Stewart also relies on Markowitz v. Fidelity National Title Co. (2006) 142 Cal.App.4th 508 (Markowitz),for the proposition that it did not assume fiduciary duties to appellants by virtue of preparing deeds. In Markowitz, a bank agreed to extend a line of credit to a homeowner whose home was encumbered by a deed of trust securing a promissory note. To complete the transaction for the line of credit, the bank required that the promissory note be repaid in full and that the existing deed of trust be reconveyed. The bank retained Fidelity National Title Company (Fidelity) "to provide a policy of title insurance" and to "act as a sub-escrow to hold and exchange money and documents." (Id. at pp. 512-513.) Fidelity paid the promissory note in full but failed to record the reconveyance of the existing deed of trust. Nevertheless, the new line of credit was made available to the homeowner and a new deed of trust was recorded in the bank's favor. Even though the promissory note had been fully satisfied, the holders of the promissory note subsequently caused a notice of default to be recorded and sought to foreclose on the deed of trust that Fidelity had failed to reconvey. (Id. at pp. 514-515.) The homeowner sued Fidelity, alleging that he had sustained damages by having to defend multiple wrongful foreclosure actions as a result of Fidelity's failure to properly reconvey the deed of trust. The homeowner alleged that a fiduciary relationship was formed between himself and Fidelity because Fidelity had agreed to assume certain duties as sub-escrow. (Id. at p. 515.)

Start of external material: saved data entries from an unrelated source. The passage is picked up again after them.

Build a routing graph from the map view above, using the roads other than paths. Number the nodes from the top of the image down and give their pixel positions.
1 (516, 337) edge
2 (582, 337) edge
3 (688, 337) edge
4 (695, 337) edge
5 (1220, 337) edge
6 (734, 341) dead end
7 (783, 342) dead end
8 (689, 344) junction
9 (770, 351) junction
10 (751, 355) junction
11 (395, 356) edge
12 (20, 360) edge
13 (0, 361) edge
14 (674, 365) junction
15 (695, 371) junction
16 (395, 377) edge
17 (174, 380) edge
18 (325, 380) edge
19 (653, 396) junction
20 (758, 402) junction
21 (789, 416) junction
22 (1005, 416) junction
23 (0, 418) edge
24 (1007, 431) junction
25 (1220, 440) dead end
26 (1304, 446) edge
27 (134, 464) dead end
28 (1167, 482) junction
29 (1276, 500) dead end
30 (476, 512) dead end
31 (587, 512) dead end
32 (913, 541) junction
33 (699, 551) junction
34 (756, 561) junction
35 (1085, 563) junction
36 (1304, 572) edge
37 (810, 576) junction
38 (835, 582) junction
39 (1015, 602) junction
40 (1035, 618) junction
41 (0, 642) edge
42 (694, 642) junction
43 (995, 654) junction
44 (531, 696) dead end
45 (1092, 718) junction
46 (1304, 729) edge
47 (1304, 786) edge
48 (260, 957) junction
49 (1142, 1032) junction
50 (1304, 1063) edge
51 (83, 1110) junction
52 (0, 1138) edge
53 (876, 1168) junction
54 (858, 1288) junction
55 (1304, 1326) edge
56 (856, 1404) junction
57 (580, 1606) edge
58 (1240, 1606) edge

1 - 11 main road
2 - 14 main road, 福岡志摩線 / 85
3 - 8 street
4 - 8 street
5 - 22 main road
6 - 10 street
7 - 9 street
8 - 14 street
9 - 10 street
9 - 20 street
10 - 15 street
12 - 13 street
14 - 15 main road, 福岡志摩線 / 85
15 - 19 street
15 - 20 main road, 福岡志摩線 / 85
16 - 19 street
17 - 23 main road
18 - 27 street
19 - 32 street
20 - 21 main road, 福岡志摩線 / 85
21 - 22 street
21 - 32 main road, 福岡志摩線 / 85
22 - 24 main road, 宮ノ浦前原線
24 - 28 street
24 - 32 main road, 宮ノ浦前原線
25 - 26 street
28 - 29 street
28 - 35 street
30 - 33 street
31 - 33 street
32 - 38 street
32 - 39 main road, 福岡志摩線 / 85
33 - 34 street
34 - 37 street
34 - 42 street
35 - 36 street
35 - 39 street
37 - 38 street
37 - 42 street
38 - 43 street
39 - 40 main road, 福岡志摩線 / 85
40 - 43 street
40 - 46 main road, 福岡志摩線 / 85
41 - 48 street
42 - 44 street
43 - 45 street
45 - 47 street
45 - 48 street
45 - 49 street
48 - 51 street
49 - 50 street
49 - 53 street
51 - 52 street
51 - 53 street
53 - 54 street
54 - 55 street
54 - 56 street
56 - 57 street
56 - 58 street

The appellate court in Markowitz affirmed a nonsuit in favor of Fidelity and against the homeowner. (Markowitz, supra, 142 Cal.App.4th at p. 512.) Although the court concluded that an escrow existed, with Fidelity functioning as a sub-escrow holder, the court also concluded that the homeowner was not a party to the separate escrow instructions between the bank and Fidelity. The homeowner did not submit any instructions to Fidelity or have any contact with Fidelity. (Id. at p. 526.) The objective of the escrow instructions to which the bank and Fidelity were parties was to complete the refinance transaction, with the intent to serve the bank's interest and secure a policy of title insurance to protect the bank from the existence of defects in title. (Id. at p. 527.) Although the homeowner would have benefitted from the performance of the instructions, he was no more than "an incidental beneficiary of the [escrow] instruction[s]" between the bank and Fidelity. Thus, "[t]here were no instructions submitted by [the homeowner], or to which he was a signatory, with which Fidelity was obligated to comply . . . ." (Id. at p. 528.) Accordingly, Fidelity owed no duty to the homeowner.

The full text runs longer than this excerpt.